The Yeast Parkinson's Disease Model Exhibits An Increase in Peroxisome Number Independent of the Division Proteins Vps1 and Dnm1.

Aggregation of α-Synuclein is a hallmark characteristic of Parkinson's disease. Several mutant variants of α-Synuclein linked to the disease that exhibit distinct patterns of localization, aggregation dynamics, and cellular toxicity have been reported. This variability underscores the need for a detailed study of each mutant variant to understand the disease pathology better. While mitochondria have been extensively studied for their role in Parkinson's disease pathogenesis, much less is known about peroxisomes, organelles that share important functions with mitochondria. To address this, we investigated the effect of expression of WT- α-Synuclein and two disease variants A53T and A29S in yeast.
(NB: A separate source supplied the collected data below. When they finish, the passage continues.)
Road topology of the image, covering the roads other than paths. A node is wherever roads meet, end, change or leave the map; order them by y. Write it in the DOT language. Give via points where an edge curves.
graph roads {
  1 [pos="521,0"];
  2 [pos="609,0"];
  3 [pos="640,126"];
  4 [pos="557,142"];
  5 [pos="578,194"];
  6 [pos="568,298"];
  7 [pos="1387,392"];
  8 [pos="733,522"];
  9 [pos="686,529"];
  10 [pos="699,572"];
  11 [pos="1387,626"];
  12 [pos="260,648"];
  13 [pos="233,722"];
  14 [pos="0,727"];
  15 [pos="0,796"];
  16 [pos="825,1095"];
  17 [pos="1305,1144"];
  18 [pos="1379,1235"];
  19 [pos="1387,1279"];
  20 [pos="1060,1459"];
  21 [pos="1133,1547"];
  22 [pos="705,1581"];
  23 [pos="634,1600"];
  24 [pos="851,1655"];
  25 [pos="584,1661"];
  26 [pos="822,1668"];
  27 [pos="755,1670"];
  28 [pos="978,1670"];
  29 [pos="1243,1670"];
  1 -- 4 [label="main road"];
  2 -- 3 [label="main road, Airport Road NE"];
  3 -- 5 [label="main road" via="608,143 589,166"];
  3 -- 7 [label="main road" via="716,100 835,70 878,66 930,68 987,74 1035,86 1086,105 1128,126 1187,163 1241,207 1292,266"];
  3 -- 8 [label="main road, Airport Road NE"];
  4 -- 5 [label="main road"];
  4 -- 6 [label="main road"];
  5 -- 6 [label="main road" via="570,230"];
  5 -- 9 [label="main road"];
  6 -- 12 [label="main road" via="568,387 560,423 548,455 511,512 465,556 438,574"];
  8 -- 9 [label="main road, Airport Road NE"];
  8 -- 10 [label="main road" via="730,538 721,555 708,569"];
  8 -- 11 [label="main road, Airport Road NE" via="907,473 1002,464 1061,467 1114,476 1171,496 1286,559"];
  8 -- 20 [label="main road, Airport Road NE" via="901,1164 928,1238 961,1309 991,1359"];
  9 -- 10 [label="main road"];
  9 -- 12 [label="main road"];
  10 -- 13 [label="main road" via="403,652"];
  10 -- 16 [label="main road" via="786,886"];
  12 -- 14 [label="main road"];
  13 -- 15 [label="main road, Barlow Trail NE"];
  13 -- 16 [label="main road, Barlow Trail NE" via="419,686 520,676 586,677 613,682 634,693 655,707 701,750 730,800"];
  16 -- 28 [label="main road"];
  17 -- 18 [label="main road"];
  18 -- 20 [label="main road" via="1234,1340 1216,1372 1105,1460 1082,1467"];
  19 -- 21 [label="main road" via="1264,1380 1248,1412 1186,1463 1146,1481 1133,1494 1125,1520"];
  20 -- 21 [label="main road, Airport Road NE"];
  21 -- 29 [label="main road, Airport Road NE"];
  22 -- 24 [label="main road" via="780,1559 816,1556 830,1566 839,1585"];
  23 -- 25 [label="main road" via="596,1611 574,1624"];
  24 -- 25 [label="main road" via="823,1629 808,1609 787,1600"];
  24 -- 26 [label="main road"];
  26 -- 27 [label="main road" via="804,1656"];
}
Interestingly, the expression of the A53T α-Synuclein variant resulted in a significant increase in peroxisome number per cell. This increase was also observed in cells lacking peroxisome fission proteins Vps1 and Dnm1. Our data also suggests a link between the aggregation propensity of α-Synuclein and the observed effect on peroxisome number. Expression of the A29S variant of α-Synuclein and WT-α-Synuclein which exhibits a lower aggregation propensity than A53T, did not result in a similar increase in peroxisome number. In line with this, enhanced mitochondrial fragmentation was observed only upon expression of A53T α-Synuclein in WT yeast cells.